A parent and child can communicate through any of the normal inter-process communication schemes (pipes, sockets, message queues, shared memory), but also have some special ways to communicate that take advantage of their relationship as a parent and child.
One of the most obvious is that the parent can get the exit status of the child.
Since the child inherits file descriptors from its parent, the parent can
open both ends of a pipe, fork, then the parent close one end and the child
close the other end of the pipe. This is what happens when you call the
popen() routine to run another program from within yours, i.e. you
can write to the file descriptor returned from popen() and the
child process sees it as its stdin, or you can read from the file descriptor and
see what the program wrote to its stdout. (The mode parameter to
popen() defines which; if you want to do both, then you can do the
plumbing yourself without too much difficulty.)
Also, the child process inherits memory segments mmapped anonymously (or by mmapping the special file `/dev/zero') by the parent; these shared memory segments are not accessible from unrelated processes.
When a program forks and the child finishes before the parent, the kernel
still keeps some of its information about the child in case the parent might
need it -- for example, the parent may need to check the child's exit status. To
be able to get this information, the parent calls wait(); when this
happens, the kernel can discard the information.
In the interval between the child terminating and the parent calling
wait(), the child is said to be a `zombie'. (If you do `ps', the
child will have a `Z' in its status field to indicate this.) Even though it's
not running, it's still taking up an entry in the process table. (It consumes no
other resources, but some utilities may show bogus figures for e.g. CPU usage;
this is because some parts of the process table entry have been overlaid by
accounting info to save space.)
This is not good, as the process table has a fixed number of entries and it
is possible for the system to run out of them. Even if the system doesn't run
out, there is a limit on the number of processes each user can run, which is
usually smaller than the system's limit. This is one of the reasons why you
should always check if fork() failed, by the way!

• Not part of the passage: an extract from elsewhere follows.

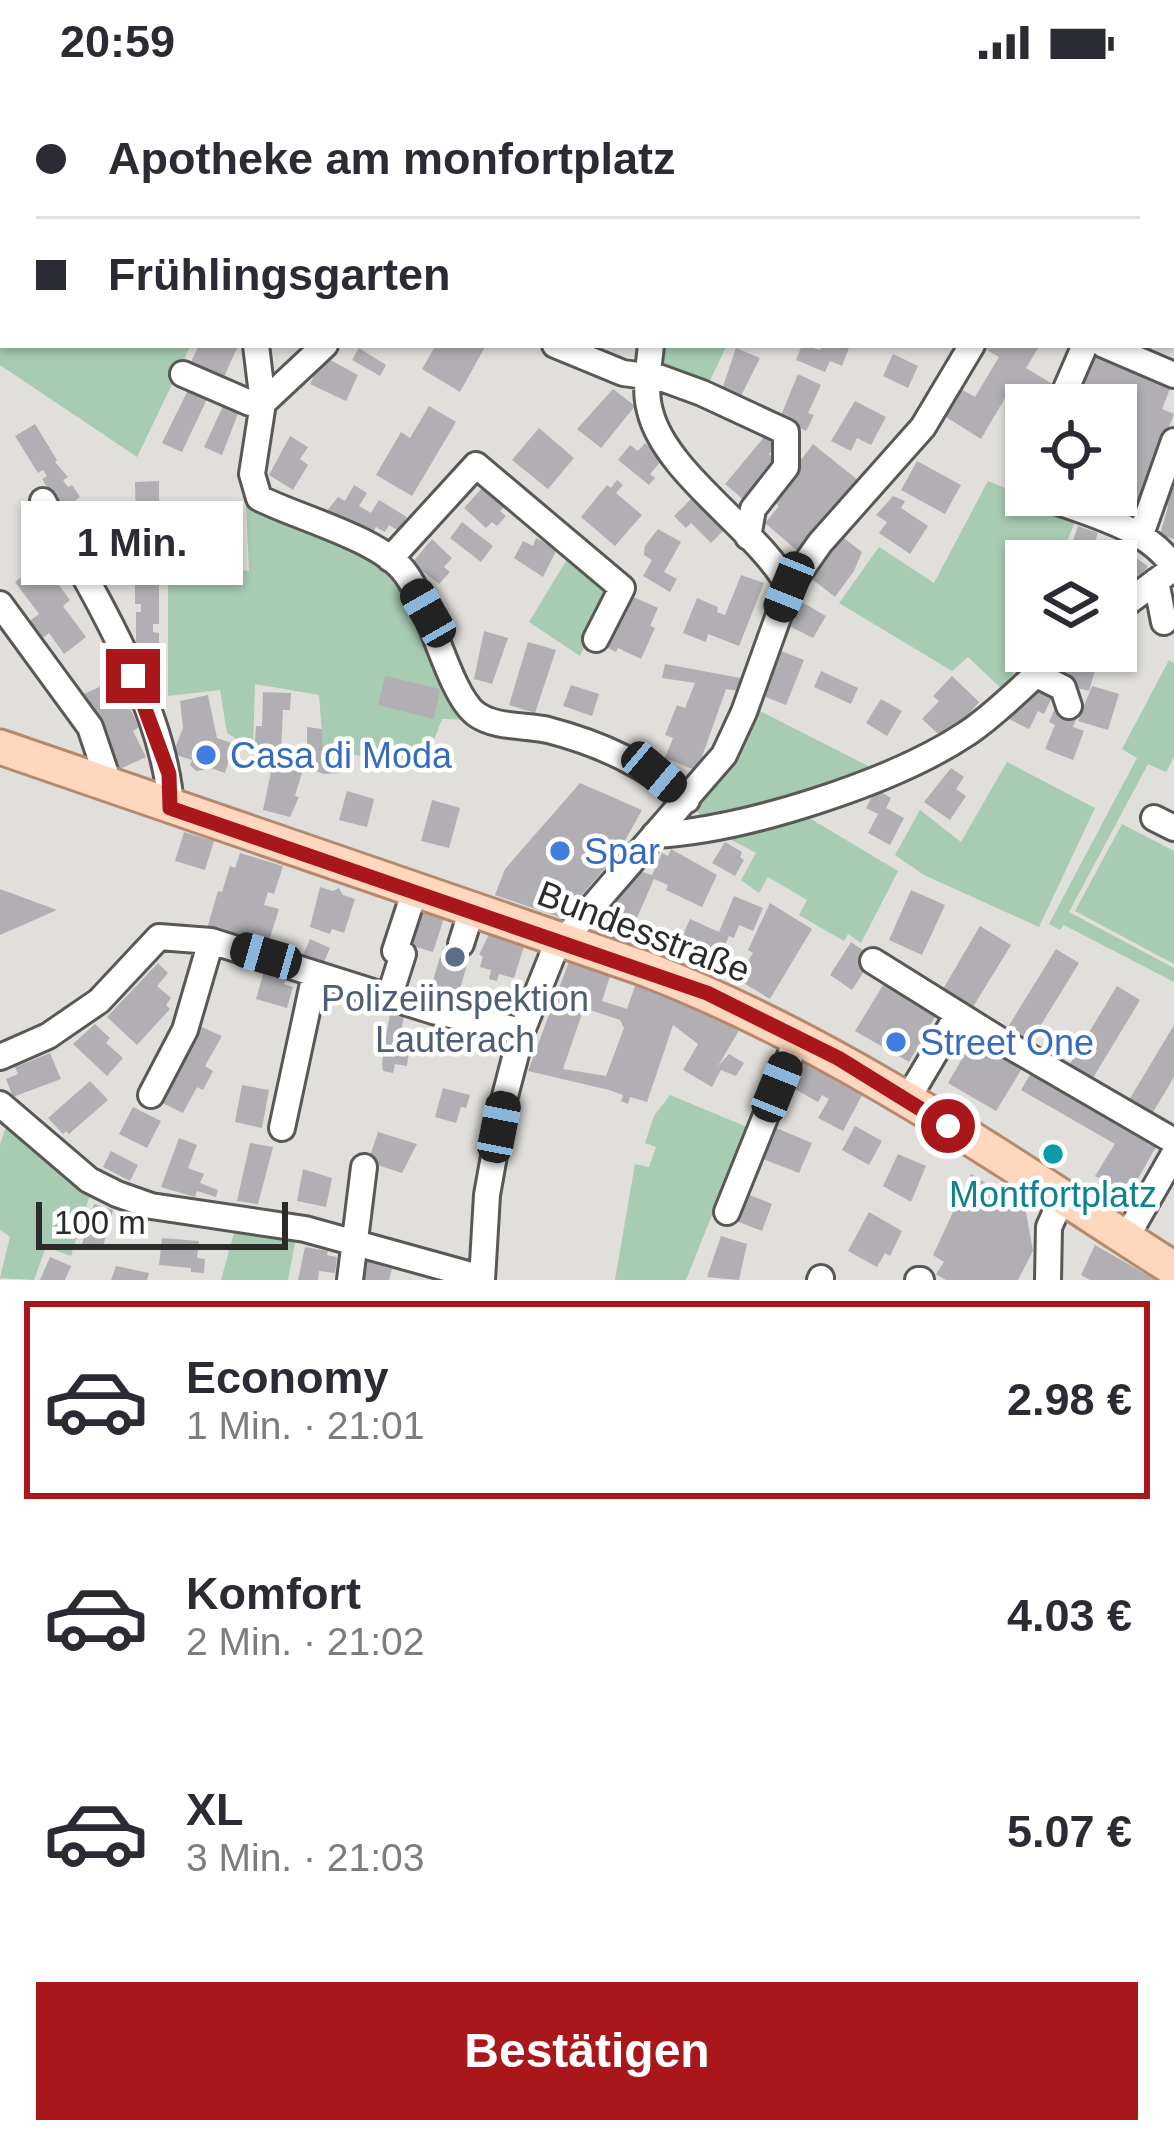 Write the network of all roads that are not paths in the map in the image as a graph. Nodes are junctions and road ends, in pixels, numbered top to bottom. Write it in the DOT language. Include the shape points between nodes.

If the parent terminates without calling wait(), the child is `adopted' by
init, which handles the work necessary to cleanup after the child.

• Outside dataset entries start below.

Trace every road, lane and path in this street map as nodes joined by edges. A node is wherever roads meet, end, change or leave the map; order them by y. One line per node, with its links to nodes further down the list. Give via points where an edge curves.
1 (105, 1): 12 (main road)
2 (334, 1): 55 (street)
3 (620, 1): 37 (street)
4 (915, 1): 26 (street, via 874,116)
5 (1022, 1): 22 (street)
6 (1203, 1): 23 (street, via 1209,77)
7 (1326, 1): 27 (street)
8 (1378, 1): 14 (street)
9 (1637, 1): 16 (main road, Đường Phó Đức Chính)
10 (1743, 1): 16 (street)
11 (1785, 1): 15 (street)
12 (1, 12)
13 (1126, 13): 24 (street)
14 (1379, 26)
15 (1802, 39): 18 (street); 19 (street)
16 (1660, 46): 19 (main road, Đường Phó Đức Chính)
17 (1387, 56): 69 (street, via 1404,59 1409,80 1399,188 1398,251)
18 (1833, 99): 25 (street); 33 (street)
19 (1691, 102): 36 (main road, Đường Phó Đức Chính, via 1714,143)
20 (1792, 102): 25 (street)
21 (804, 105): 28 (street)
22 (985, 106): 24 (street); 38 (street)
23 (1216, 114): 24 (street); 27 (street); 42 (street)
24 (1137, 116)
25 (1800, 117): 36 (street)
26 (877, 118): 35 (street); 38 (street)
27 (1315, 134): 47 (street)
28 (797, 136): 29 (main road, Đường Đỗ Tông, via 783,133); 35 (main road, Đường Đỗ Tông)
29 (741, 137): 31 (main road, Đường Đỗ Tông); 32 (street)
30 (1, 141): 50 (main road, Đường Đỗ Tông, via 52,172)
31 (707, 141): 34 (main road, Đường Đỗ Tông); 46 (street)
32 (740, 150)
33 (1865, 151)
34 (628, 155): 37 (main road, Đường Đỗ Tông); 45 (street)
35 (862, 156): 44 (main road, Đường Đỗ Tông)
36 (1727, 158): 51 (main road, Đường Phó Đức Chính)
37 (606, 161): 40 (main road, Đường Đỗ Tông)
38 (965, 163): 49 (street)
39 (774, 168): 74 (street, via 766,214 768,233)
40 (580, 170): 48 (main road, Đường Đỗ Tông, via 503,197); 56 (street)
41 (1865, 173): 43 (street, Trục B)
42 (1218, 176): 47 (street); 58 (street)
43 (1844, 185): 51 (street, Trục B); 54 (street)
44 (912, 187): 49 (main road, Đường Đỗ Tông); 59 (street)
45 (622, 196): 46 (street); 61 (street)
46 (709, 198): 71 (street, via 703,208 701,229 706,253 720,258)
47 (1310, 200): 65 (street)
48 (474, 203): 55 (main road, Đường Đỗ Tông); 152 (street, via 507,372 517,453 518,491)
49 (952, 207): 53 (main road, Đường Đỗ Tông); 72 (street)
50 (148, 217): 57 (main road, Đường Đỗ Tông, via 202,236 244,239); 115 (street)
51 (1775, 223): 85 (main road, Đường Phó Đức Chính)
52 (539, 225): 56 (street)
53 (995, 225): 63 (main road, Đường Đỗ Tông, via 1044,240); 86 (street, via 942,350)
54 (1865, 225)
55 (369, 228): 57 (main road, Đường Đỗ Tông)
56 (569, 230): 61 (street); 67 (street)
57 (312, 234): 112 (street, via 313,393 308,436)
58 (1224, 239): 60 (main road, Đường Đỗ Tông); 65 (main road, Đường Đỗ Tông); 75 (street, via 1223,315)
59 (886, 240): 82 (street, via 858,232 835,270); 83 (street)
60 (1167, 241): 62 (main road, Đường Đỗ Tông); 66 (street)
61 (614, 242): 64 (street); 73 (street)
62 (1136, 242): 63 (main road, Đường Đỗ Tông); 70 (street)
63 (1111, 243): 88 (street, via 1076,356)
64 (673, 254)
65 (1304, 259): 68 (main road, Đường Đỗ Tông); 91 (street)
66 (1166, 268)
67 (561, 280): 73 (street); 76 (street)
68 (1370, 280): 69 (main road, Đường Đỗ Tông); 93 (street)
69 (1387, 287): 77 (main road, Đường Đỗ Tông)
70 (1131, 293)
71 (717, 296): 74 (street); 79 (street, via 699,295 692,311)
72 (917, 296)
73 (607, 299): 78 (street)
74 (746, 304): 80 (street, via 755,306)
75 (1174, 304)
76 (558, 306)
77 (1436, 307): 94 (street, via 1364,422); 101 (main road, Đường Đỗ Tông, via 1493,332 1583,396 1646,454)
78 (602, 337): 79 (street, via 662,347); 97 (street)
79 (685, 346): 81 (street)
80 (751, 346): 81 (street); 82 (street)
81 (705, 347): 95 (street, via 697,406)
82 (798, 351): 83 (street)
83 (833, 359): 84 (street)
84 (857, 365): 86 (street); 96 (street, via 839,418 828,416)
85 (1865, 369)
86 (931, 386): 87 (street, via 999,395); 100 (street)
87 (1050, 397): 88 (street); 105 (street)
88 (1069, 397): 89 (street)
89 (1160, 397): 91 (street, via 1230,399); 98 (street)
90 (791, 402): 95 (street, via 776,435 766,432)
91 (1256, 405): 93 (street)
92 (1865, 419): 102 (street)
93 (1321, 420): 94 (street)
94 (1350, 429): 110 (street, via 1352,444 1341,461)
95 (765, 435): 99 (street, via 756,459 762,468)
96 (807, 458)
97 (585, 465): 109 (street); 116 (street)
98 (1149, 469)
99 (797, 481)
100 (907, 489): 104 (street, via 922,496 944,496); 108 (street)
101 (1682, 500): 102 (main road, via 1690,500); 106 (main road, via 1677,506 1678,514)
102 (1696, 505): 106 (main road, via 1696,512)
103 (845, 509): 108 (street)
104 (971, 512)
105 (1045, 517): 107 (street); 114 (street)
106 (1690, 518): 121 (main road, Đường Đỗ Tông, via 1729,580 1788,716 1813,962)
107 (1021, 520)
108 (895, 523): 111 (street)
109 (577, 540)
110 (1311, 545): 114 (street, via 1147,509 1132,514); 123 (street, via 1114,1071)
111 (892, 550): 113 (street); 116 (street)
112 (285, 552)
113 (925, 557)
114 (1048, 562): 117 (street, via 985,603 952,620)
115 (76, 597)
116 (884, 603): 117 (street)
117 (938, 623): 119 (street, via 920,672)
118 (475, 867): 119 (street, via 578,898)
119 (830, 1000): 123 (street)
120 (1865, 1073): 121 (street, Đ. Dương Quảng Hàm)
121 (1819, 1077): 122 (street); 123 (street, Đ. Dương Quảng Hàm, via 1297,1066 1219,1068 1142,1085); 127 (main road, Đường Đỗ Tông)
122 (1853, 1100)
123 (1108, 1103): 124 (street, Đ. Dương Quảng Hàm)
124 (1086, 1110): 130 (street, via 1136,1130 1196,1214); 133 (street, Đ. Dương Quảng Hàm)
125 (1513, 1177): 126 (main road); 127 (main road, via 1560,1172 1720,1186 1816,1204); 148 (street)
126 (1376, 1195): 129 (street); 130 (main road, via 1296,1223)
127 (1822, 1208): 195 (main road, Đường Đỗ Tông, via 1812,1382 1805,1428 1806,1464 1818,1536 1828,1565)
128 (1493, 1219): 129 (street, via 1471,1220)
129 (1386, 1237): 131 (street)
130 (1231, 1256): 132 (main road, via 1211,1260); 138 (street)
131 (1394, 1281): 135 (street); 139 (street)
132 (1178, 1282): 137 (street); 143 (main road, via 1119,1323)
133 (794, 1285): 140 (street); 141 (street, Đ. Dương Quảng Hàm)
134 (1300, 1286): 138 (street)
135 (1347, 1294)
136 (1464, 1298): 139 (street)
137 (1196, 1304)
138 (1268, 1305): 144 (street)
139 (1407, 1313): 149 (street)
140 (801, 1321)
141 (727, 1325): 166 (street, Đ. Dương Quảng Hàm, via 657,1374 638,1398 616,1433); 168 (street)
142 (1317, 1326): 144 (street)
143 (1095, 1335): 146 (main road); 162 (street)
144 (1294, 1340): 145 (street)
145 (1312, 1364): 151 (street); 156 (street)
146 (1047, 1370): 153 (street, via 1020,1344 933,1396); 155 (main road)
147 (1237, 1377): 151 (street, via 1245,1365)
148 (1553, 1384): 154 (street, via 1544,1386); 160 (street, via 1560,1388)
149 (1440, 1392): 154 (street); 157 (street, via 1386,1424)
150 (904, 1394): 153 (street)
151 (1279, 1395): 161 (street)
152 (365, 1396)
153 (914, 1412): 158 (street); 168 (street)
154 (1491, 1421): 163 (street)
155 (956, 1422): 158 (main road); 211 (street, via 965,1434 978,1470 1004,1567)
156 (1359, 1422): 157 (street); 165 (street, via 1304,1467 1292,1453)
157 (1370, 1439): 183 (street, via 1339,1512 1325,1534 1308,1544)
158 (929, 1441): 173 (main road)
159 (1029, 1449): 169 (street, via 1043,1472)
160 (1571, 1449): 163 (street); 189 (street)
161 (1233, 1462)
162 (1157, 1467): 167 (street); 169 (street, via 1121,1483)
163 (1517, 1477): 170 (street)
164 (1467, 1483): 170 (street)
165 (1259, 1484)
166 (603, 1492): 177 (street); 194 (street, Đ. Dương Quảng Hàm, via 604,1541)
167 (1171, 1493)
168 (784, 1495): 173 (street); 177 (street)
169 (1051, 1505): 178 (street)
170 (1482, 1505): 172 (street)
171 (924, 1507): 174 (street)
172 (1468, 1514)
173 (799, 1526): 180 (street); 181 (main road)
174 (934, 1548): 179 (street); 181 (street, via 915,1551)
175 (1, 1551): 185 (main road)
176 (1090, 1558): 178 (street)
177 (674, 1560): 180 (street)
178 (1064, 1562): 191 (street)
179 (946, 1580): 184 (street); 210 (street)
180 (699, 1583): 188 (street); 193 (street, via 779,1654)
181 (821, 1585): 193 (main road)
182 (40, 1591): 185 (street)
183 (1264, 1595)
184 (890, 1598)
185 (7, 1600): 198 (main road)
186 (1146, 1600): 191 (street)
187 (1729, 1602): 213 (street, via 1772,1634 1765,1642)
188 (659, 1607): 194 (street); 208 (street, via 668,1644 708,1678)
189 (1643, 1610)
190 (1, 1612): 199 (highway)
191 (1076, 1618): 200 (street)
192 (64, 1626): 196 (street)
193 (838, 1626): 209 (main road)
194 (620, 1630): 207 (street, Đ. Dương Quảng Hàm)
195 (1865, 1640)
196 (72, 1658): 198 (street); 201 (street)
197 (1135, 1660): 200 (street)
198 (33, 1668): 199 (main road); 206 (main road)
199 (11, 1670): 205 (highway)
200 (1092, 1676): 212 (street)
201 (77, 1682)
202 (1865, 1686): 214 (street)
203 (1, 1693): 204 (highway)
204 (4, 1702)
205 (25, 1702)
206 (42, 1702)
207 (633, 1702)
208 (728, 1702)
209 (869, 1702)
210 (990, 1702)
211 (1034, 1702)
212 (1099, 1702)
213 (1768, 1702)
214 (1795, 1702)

(This is a special system program with process ID 1 -- it's actually the first
program to run after the system boots up).
You need to ensure that your parent process calls wait() (or
waitpid(), wait3(), etc.) for every child process that
terminates; or, on some systems, you can instruct the system that you are
uninterested in child exit states.
Another approach is to fork() twice, and have the
immediate child process exit straight away. This causes the grandchild process
to be orphaned, so the init process is responsible for cleaning it up. For code
to do this, see the function fork2() in the examples section.
To ignore child exit states, you need to do the following (check your system's manpages to see if this works):
struct sigaction sa;
sa.sa_handler = SIG_IGN;
#ifdef SA_NOCLDWAIT
sa.sa_flags = SA_NOCLDWAIT;
#else
sa.sa_flags = 0;
#endif
sigemptyset(&sa.sa_mask);
sigaction(SIGCHLD, &sa, NULL);
If this is successful, then the wait() functions are prevented
from working; if any of them are called, they will wait until all child
processes have terminated, then return failure with errno ==
ECHILD.
The other technique is to catch the SIGCHLD signal, and have the signal
handler call waitpid() or wait3(). See the examples
section for a complete program.
A daemon process is usually defined as a background process that does not belong to a terminal session. Many system services are performed by daemons; network services, printing etc.
Simply invoking a program in the background isn't really adequate for these long-running programs; that does not correctly detach the process from the terminal session that started it. Also, the conventional way of starting daemons is simply to issue the command manually or from an rc script; the daemon is expected to put itself into the background.
Here are the steps to become a daemon:
fork() so the parent can exit, this returns control to the
command line or shell invoking your program. This step is required so that the
new process is guaranteed not to be a process group leader. The next step,
setsid(), fails if you're a process group leader.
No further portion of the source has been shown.